Saved entries:
>>

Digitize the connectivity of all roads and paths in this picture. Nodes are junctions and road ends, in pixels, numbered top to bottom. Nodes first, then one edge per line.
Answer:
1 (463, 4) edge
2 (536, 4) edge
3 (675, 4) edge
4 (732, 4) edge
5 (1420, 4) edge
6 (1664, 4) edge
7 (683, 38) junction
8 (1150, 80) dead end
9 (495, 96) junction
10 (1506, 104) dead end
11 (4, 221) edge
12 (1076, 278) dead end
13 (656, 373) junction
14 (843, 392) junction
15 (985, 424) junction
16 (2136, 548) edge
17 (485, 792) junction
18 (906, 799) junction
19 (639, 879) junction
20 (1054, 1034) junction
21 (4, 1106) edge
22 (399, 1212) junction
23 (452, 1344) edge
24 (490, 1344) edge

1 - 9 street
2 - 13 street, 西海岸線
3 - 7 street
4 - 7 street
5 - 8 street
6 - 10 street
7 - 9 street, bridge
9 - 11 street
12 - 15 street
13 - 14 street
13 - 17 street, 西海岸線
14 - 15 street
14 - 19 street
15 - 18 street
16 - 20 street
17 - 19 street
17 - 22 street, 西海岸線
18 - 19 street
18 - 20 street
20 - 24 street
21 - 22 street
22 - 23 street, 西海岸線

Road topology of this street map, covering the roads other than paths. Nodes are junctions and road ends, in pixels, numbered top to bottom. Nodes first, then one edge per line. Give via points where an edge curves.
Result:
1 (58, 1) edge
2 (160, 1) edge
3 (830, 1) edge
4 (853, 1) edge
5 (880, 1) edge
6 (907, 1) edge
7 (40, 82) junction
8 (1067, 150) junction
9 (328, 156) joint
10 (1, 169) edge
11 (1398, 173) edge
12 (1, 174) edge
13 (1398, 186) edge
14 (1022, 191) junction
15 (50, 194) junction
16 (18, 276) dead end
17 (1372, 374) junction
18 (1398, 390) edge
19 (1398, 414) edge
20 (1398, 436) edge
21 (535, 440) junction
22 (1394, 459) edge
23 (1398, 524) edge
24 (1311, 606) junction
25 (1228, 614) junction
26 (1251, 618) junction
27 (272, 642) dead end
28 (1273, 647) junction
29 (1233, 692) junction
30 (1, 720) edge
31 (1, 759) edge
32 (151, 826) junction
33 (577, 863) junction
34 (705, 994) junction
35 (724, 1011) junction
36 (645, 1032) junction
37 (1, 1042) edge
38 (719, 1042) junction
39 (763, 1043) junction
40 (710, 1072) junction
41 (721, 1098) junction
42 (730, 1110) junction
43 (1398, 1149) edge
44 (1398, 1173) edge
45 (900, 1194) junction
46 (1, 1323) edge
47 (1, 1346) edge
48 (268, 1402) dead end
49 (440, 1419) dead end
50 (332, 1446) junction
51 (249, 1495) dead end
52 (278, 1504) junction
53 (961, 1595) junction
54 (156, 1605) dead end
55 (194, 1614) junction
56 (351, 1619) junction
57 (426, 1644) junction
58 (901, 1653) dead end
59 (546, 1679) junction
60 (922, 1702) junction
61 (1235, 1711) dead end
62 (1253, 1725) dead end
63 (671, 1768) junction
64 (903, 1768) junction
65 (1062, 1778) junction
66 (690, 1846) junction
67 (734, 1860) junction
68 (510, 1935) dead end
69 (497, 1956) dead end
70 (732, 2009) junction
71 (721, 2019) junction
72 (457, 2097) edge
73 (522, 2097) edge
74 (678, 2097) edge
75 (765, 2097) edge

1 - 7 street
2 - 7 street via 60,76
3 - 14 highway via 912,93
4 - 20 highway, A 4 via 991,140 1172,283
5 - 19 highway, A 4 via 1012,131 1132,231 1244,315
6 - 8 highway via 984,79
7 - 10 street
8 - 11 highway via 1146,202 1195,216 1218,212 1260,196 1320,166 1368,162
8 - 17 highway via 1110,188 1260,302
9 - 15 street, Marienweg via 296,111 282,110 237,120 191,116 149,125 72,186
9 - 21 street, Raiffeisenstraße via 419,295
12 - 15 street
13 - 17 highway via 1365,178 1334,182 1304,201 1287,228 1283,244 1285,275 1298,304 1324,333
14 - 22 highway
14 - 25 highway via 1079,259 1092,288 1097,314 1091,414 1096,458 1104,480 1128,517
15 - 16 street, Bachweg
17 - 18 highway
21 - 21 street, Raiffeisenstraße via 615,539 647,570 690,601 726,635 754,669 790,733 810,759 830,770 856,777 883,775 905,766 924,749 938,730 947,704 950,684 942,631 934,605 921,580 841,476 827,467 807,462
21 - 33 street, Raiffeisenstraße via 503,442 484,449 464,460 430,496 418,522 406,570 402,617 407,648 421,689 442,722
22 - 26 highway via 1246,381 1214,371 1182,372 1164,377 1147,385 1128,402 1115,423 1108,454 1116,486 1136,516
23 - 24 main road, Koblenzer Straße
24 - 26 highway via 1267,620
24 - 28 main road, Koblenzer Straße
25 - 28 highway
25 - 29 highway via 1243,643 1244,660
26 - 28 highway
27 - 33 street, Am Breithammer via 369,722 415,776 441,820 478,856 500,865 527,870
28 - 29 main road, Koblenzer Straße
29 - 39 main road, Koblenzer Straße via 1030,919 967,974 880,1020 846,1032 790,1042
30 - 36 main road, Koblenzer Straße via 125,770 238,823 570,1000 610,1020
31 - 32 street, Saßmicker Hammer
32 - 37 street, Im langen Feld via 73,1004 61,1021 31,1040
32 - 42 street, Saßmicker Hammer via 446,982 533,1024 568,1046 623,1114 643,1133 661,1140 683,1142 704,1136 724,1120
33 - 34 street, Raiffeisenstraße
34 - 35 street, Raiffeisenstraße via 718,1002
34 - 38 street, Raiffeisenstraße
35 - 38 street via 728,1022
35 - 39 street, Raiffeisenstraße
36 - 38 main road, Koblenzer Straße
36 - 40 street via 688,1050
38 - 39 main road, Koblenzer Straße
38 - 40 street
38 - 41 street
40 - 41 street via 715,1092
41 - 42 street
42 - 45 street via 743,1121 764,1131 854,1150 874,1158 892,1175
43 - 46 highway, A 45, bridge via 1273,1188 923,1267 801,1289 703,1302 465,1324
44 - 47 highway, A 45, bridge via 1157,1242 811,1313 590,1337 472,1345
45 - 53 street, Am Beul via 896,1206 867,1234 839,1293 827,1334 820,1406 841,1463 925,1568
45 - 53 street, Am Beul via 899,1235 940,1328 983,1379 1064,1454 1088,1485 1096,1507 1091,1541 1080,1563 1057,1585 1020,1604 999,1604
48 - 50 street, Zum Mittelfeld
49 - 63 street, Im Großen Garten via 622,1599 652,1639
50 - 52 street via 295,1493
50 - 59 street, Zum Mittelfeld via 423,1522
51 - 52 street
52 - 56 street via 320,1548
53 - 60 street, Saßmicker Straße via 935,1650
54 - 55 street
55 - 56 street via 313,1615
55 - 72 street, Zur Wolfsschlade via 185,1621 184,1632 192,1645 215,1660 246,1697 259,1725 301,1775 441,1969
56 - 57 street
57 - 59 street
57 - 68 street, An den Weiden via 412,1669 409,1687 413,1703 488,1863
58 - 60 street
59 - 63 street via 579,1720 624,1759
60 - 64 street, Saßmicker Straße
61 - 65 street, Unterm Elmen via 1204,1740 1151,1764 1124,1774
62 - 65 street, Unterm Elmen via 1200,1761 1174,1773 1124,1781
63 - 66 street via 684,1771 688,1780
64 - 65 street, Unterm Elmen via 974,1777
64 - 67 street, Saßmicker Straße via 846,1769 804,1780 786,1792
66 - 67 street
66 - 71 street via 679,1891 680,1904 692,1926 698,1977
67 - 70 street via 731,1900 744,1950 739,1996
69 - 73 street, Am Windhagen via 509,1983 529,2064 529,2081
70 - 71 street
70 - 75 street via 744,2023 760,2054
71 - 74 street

<<

Your assignment ▸
Pull every line containing "main" from the entries above and copy it.

Task output ▸
23 - 24 main road, Koblenzer Straße
24 - 28 main road, Koblenzer Straße
28 - 29 main road, Koblenzer Straße
29 - 39 main road, Koblenzer Straße via 1030,919 967,974 880,1020 846,1032 790,1042
30 - 36 main road, Koblenzer Straße via 125,770 238,823 570,1000 610,1020
36 - 38 main road, Koblenzer Straße
38 - 39 main road, Koblenzer Straße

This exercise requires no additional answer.